#### DATASET EXTRACT
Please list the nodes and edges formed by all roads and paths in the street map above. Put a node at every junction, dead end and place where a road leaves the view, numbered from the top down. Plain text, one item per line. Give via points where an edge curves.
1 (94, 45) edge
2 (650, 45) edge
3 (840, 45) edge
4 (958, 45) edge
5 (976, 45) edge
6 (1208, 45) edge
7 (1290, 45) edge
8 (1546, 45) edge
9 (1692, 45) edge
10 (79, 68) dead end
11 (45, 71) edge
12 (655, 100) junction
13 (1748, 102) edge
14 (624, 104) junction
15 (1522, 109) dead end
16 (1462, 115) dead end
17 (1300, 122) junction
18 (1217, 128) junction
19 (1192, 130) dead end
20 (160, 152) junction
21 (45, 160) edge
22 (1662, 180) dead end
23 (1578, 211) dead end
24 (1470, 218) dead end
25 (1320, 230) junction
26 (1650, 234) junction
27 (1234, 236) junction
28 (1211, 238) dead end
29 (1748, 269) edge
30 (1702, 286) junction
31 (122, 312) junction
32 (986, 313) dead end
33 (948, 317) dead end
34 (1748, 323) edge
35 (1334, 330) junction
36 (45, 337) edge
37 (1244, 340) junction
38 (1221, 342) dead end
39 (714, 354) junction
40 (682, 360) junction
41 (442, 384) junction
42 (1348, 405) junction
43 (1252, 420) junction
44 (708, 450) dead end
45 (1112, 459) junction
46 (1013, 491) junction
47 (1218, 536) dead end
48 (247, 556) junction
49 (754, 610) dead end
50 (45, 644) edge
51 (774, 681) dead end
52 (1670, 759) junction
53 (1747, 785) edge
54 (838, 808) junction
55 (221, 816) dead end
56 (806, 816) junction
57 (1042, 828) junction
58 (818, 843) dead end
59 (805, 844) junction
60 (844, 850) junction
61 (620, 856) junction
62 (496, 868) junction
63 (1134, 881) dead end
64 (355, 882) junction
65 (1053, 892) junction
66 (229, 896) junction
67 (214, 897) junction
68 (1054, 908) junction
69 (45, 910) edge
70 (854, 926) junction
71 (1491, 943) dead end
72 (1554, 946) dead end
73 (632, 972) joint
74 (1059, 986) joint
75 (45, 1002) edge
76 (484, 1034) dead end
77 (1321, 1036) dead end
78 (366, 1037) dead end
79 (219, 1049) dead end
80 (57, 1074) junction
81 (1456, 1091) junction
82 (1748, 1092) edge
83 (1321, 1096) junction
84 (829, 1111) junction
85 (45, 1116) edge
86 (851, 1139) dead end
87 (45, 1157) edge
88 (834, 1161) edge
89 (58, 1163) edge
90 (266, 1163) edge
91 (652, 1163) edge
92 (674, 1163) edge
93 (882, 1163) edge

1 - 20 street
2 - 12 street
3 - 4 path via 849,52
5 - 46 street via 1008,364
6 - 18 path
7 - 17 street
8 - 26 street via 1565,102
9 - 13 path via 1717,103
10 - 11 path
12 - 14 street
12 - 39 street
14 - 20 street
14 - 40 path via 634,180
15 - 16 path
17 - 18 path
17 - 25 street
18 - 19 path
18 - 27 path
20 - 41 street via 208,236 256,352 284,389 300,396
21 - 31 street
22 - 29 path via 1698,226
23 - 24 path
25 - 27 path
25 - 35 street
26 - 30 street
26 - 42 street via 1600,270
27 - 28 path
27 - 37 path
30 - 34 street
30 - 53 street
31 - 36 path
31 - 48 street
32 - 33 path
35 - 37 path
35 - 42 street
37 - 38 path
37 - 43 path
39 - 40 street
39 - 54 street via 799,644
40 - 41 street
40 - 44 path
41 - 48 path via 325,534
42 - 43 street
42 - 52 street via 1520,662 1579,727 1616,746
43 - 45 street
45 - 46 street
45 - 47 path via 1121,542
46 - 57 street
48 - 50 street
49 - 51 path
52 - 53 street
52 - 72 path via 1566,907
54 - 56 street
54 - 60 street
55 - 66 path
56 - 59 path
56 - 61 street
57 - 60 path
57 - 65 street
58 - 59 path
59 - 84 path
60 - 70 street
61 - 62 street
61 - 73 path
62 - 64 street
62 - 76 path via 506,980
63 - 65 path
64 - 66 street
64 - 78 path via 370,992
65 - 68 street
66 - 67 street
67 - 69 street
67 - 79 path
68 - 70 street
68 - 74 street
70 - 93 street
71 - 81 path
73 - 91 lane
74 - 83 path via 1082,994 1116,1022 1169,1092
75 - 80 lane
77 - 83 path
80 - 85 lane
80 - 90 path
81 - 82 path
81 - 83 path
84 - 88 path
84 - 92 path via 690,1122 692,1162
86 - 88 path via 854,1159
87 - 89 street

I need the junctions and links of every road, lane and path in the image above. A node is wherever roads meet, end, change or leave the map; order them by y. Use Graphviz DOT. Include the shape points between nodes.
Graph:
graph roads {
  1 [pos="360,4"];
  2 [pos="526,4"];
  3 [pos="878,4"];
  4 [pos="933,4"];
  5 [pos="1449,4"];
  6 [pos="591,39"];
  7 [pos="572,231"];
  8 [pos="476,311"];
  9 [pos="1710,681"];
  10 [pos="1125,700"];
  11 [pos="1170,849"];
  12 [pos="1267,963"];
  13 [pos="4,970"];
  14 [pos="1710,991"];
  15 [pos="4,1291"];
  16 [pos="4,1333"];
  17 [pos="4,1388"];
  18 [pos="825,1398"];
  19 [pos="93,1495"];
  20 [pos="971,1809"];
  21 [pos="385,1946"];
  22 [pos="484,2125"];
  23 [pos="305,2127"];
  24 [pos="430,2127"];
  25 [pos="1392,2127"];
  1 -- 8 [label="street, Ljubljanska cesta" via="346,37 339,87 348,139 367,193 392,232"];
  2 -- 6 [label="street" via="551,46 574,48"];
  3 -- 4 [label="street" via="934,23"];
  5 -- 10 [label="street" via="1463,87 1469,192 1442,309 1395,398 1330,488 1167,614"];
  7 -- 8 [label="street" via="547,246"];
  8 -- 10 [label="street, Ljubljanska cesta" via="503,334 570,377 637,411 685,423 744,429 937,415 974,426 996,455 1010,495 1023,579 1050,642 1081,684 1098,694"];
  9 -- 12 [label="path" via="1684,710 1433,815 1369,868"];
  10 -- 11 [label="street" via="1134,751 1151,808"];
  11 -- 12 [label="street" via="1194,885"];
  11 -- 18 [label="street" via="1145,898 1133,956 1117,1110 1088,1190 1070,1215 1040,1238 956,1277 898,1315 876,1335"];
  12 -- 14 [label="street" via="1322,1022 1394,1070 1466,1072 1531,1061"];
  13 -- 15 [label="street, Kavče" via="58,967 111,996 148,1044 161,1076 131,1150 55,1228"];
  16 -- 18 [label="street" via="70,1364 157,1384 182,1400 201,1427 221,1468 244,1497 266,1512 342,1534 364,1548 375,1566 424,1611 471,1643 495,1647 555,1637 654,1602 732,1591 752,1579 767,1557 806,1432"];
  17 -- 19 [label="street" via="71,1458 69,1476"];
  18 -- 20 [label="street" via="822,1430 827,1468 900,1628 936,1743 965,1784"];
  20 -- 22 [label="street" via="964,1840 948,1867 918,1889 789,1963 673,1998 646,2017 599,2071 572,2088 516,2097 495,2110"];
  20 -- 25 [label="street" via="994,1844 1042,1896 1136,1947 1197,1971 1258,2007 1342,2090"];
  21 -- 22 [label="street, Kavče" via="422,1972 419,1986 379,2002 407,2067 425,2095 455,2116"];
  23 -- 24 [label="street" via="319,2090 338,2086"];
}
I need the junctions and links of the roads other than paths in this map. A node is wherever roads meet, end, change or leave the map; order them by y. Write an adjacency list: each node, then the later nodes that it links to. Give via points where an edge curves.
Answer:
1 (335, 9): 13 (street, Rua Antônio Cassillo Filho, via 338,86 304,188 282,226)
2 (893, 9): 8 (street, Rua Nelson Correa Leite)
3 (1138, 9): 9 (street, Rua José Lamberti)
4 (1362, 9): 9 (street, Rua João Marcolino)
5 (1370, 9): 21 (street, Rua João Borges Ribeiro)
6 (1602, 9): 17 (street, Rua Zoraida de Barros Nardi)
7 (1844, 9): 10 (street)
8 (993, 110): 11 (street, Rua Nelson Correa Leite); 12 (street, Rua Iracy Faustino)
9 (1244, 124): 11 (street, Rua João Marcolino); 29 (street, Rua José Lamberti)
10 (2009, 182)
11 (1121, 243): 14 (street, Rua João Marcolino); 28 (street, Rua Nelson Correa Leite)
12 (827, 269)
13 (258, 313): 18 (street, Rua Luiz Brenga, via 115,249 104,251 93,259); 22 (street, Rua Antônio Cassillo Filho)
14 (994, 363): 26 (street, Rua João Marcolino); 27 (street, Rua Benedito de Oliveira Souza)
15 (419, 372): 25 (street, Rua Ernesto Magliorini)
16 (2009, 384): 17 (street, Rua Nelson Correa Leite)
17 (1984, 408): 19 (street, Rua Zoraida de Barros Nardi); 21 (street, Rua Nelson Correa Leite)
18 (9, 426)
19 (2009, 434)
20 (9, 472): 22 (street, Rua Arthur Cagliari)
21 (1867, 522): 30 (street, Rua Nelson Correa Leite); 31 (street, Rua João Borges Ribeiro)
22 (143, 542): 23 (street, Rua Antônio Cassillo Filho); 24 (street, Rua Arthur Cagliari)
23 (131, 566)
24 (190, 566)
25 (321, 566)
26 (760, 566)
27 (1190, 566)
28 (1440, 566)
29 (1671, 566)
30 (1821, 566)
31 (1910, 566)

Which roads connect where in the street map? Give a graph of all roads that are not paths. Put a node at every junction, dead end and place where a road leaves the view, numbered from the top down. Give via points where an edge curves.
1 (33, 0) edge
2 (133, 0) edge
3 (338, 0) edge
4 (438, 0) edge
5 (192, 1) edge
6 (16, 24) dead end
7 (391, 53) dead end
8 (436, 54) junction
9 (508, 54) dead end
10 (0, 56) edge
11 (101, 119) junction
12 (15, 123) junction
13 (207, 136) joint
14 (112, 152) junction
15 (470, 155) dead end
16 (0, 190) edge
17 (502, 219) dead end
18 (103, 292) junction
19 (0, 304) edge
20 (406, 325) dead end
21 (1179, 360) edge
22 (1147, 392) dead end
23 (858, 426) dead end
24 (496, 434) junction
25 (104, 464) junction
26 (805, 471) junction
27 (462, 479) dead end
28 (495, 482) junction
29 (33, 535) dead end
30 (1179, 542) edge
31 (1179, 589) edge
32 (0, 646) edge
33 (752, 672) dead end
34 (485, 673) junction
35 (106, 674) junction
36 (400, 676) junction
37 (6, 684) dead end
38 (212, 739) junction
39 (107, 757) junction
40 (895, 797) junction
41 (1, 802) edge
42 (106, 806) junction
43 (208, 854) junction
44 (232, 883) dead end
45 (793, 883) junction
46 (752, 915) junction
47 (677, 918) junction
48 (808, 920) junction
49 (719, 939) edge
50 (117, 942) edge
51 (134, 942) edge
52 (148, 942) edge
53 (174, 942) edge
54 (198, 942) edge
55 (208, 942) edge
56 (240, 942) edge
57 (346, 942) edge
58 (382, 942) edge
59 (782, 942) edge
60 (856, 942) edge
########
State the count of lines above containing the string "Give", and add nothing to it.

* [SOLUTION FOR THIS PROBLEM]:
3